**What the task asks**
Using the entries below, output each line exactly from the first through the one that contains "pinky tip: (207, 212)".

**Exercise materials**
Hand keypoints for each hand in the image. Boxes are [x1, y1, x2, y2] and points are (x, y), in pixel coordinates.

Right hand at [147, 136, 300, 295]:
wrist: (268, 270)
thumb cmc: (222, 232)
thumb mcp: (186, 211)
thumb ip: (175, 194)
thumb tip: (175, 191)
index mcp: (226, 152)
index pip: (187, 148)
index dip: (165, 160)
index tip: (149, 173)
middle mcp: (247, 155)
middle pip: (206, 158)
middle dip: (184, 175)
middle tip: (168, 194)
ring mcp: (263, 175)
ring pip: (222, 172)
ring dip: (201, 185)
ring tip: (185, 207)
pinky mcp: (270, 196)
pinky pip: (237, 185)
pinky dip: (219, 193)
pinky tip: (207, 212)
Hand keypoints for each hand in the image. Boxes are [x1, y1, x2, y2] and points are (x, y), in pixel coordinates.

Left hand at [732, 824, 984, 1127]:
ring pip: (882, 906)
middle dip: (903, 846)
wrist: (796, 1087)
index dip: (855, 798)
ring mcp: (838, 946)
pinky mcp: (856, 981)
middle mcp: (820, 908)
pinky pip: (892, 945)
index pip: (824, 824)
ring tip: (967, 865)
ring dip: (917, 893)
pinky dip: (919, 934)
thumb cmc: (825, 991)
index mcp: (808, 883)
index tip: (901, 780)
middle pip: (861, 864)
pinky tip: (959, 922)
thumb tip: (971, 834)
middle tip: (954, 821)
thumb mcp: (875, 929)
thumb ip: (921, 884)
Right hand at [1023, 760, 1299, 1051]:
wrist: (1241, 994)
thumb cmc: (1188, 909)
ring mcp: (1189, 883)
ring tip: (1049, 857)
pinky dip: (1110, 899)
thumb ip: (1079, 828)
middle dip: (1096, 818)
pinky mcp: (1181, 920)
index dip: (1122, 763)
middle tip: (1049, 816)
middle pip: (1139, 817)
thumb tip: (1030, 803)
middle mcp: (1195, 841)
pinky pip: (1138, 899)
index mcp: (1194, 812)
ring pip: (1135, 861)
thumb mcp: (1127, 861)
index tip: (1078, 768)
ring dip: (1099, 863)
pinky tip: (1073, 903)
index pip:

**Response to this exercise**
Hand keypoints for each hand in the image. Boxes are [x1, y1, x2, y2] and points are (x, y), in pixel coordinates.

Right hand at [147, 136, 300, 295]:
wrist: (268, 270)
thumb cmc: (222, 232)
thumb mcp: (186, 211)
thumb ip: (175, 194)
thumb tip: (175, 191)
index mcp: (226, 152)
index pip: (187, 148)
index dip: (165, 160)
index tip: (149, 173)
middle mcp: (247, 155)
middle pip: (206, 158)
middle dip: (184, 175)
middle tip: (168, 194)
ring mcp: (263, 175)
ring pip: (222, 172)
ring dip: (201, 185)
ring tip: (185, 207)
pinky mcp: (270, 196)
pinky pip: (237, 185)
pinky dip: (219, 193)
pinky tip: (207, 212)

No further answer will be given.